- **PROBLEM**: Write the records below out in full, character for character, with no pictures.

- **RECORDS SUPPLIED**:
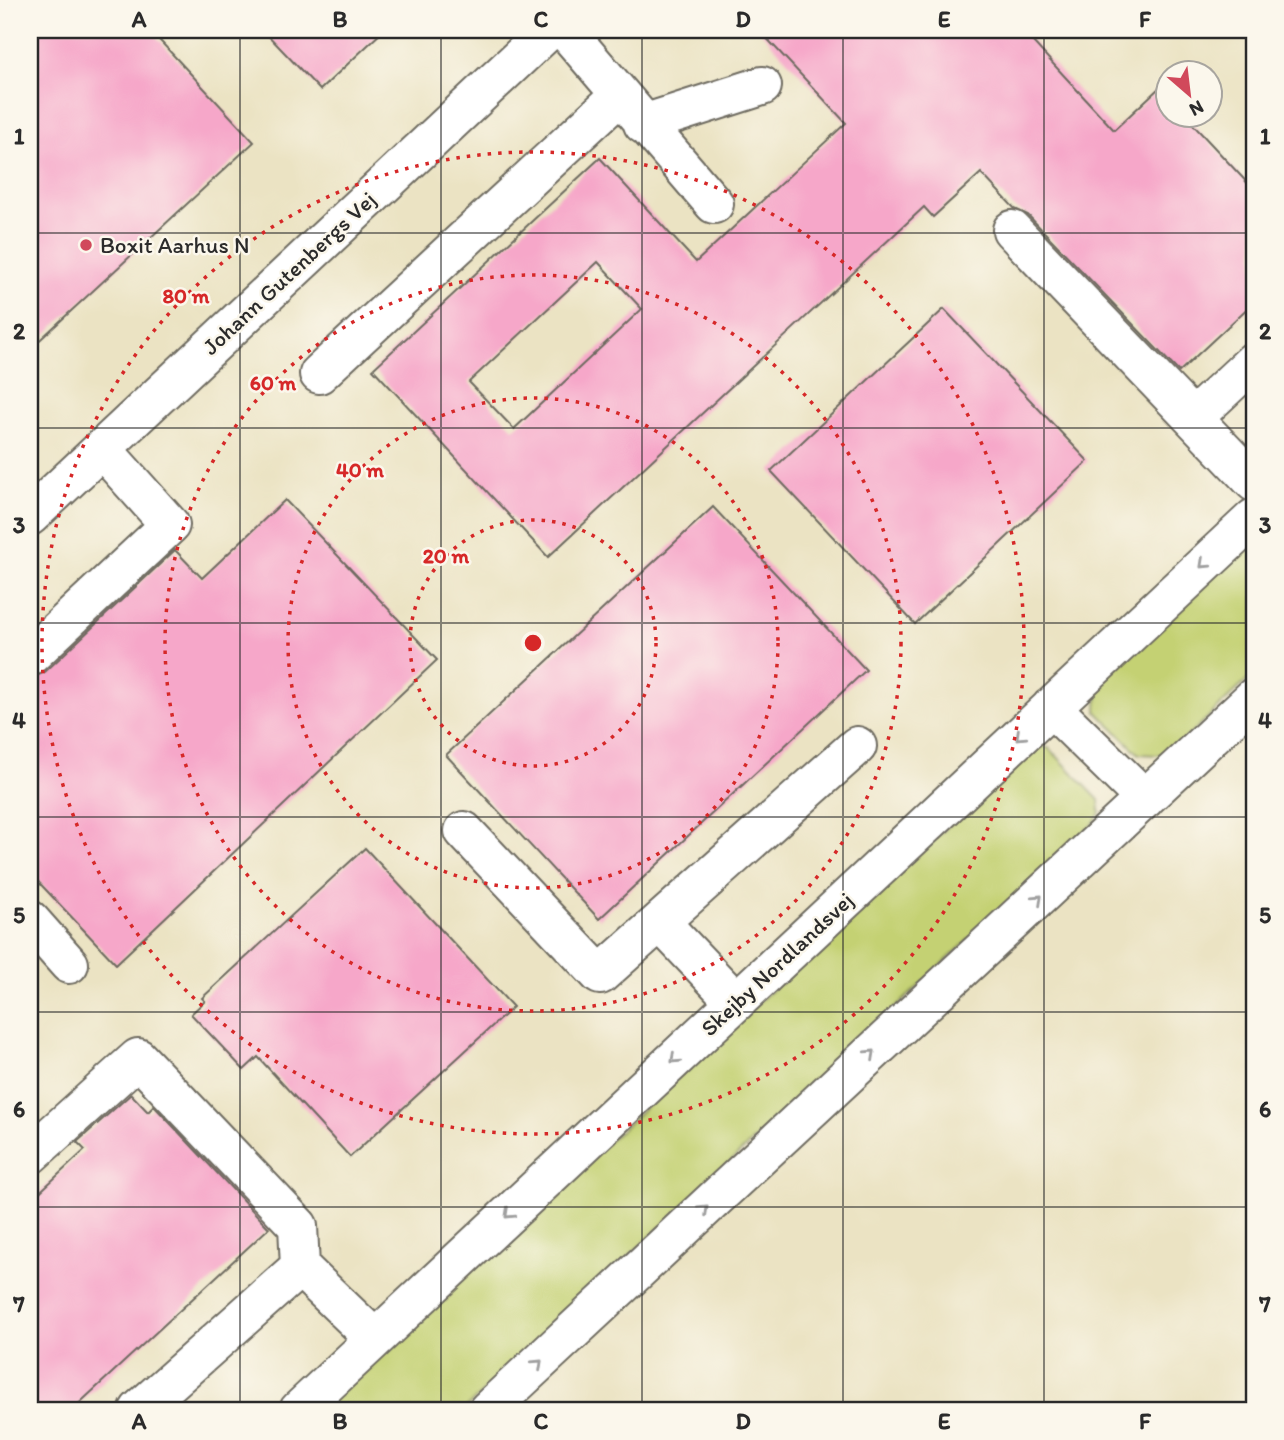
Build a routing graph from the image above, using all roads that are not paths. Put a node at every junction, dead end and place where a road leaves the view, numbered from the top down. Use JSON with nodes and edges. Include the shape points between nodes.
{"nodes":[{"id":1,"x":549,"y":30,"type":"edge"},
{"id":2,"x":565,"y":30,"type":"edge"},
{"id":3,"x":762,"y":86,"type":"dead end"},
{"id":4,"x":631,"y":110,"type":"junction"},
{"id":5,"x":714,"y":204,"type":"dead end"},
{"id":6,"x":1012,"y":230,"type":"dead end"},
{"id":7,"x":1254,"y":361,"type":"edge"},
{"id":8,"x":319,"y":374,"type":"dead end"},
{"id":9,"x":1193,"y":418,"type":"junction"},
{"id":10,"x":102,"y":449,"type":"junction"},
{"id":11,"x":1254,"y":482,"type":"edge"},
{"id":12,"x":30,"y":516,"type":"edge"},
{"id":13,"x":1254,"y":517,"type":"edge"},
{"id":14,"x":30,"y":656,"type":"edge"},
{"id":15,"x":1254,"y":697,"type":"edge"},
{"id":16,"x":1051,"y":708,"type":"junction"},
{"id":17,"x":857,"y":746,"type":"dead end"},
{"id":18,"x":1145,"y":799,"type":"junction"},
{"id":19,"x":464,"y":831,"type":"dead end"},
{"id":20,"x":30,"y":920,"type":"edge"},
{"id":21,"x":660,"y":922,"type":"junction"},
{"id":22,"x":69,"y":964,"type":"dead end"},
{"id":23,"x":736,"y":1002,"type":"junction"},
{"id":24,"x":30,"y":1155,"type":"edge"},
{"id":25,"x":300,"y":1267,"type":"junction"},
{"id":26,"x":375,"y":1339,"type":"junction"},
{"id":27,"x":144,"y":1409,"type":"edge"},
{"id":28,"x":299,"y":1410,"type":"edge"},
{"id":29,"x":488,"y":1410,"type":"edge"}],
"edges":[{"from":1,"to":10,"type":"street","name":"Johann Gutenbergs Vej"},
{"from":2,"to":4,"type":"street"},
{"from":3,"to":4,"type":"street"},
{"from":4,"to":5,"type":"street"},
{"from":4,"to":8,"type":"street"},
{"from":6,"to":9,"type":"street"},
{"from":7,"to":9,"type":"street"},
{"from":9,"to":11,"type":"street"},
{"from":10,"to":12,"type":"street","name":"Johann Gutenbergs Vej"},
{"from":10,"to":14,"type":"street","via":[[170,525]]},
{"from":13,"to":16,"type":"street","name":"Skejby Nordlandsvej","one_way":true},
{"from":15,"to":18,"type":"street"},
{"from":16,"to":18,"type":"street"},
{"from":16,"to":23,"type":"street","name":"Skejby Nordlandsvej","one_way":true},
{"from":17,"to":21,"type":"street"},
{"from":29,"to":18,"type":"street","one_way":true},
{"from":19,"to":21,"type":"street","via":[[600,975]]},
{"from":20,"to":22,"type":"street"},
{"from":21,"to":23,"type":"street"},
{"from":23,"to":26,"type":"street","name":"Skejby Nordlandsvej","one_way":true},
{"from":24,"to":25,"type":"street","via":[[138,1058],[298,1226]]},
{"from":25,"to":26,"type":"street"},
{"from":25,"to":27,"type":"street"},
{"from":26,"to":28,"type":"street","name":"Skejby Nordlandsvej"}]}
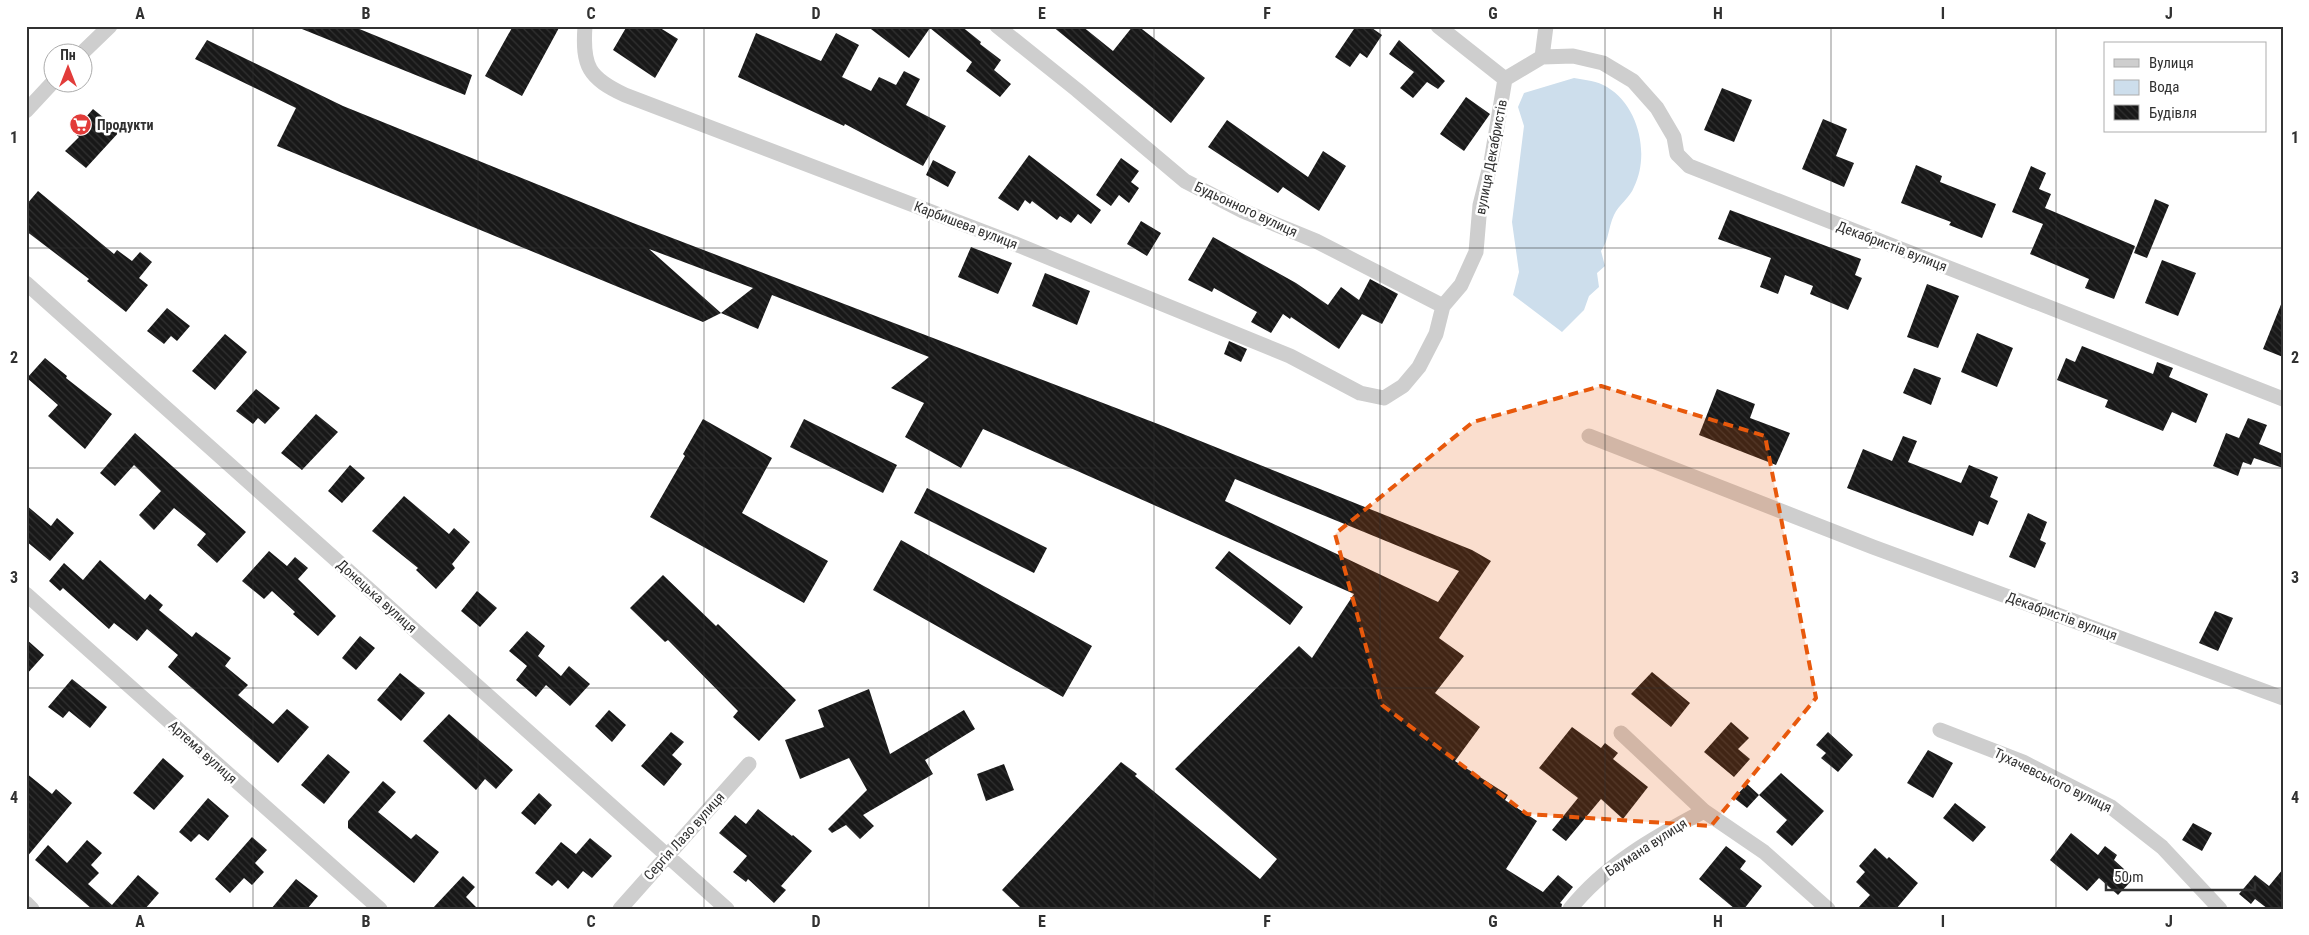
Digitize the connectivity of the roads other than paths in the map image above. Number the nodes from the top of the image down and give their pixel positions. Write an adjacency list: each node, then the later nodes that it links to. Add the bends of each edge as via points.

- **RESULT FOR THIS TASK**:
Build a routing graph from the image above, using all roads that are not paths. Put a node at every junction, dead end and place where a road leaves the view, numbered from the top down. Use JSON with nodes and edges. Include the shape points between nodes.
{"nodes":[{"id":1,"x":549,"y":30,"type":"edge"},
{"id":2,"x":565,"y":30,"type":"edge"},
{"id":3,"x":762,"y":86,"type":"dead end"},
{"id":4,"x":631,"y":110,"type":"junction"},
{"id":5,"x":714,"y":204,"type":"dead end"},
{"id":6,"x":1012,"y":230,"type":"dead end"},
{"id":7,"x":1254,"y":361,"type":"edge"},
{"id":8,"x":319,"y":374,"type":"dead end"},
{"id":9,"x":1193,"y":418,"type":"junction"},
{"id":10,"x":102,"y":449,"type":"junction"},
{"id":11,"x":1254,"y":482,"type":"edge"},
{"id":12,"x":30,"y":516,"type":"edge"},
{"id":13,"x":1254,"y":517,"type":"edge"},
{"id":14,"x":30,"y":656,"type":"edge"},
{"id":15,"x":1254,"y":697,"type":"edge"},
{"id":16,"x":1051,"y":708,"type":"junction"},
{"id":17,"x":857,"y":746,"type":"dead end"},
{"id":18,"x":1145,"y":799,"type":"junction"},
{"id":19,"x":464,"y":831,"type":"dead end"},
{"id":20,"x":30,"y":920,"type":"edge"},
{"id":21,"x":660,"y":922,"type":"junction"},
{"id":22,"x":69,"y":964,"type":"dead end"},
{"id":23,"x":736,"y":1002,"type":"junction"},
{"id":24,"x":30,"y":1155,"type":"edge"},
{"id":25,"x":300,"y":1267,"type":"junction"},
{"id":26,"x":375,"y":1339,"type":"junction"},
{"id":27,"x":144,"y":1409,"type":"edge"},
{"id":28,"x":299,"y":1410,"type":"edge"},
{"id":29,"x":488,"y":1410,"type":"edge"}],
"edges":[{"from":1,"to":10,"type":"street","name":"Johann Gutenbergs Vej"},
{"from":2,"to":4,"type":"street"},
{"from":3,"to":4,"type":"street"},
{"from":4,"to":5,"type":"street"},
{"from":4,"to":8,"type":"street"},
{"from":6,"to":9,"type":"street"},
{"from":7,"to":9,"type":"street"},
{"from":9,"to":11,"type":"street"},
{"from":10,"to":12,"type":"street","name":"Johann Gutenbergs Vej"},
{"from":10,"to":14,"type":"street","via":[[170,525]]},
{"from":13,"to":16,"type":"street","name":"Skejby Nordlandsvej","one_way":true},
{"from":15,"to":18,"type":"street"},
{"from":16,"to":18,"type":"street"},
{"from":16,"to":23,"type":"street","name":"Skejby Nordlandsvej","one_way":true},
{"from":17,"to":21,"type":"street"},
{"from":29,"to":18,"type":"street","one_way":true},
{"from":19,"to":21,"type":"street","via":[[600,975]]},
{"from":20,"to":22,"type":"street"},
{"from":21,"to":23,"type":"street"},
{"from":23,"to":26,"type":"street","name":"Skejby Nordlandsvej","one_way":true},
{"from":24,"to":25,"type":"street","via":[[138,1058],[298,1226]]},
{"from":25,"to":26,"type":"street"},
{"from":25,"to":27,"type":"street"},
{"from":26,"to":28,"type":"street","name":"Skejby Nordlandsvej"}]}
Digitize the connectivity of the roads other than paths in the map image above. Number the nodes from the top of the image down and give their pixel positions. Write an adjacency list: each node, then the later nodes that it links to. Add the bends of each edge as via points.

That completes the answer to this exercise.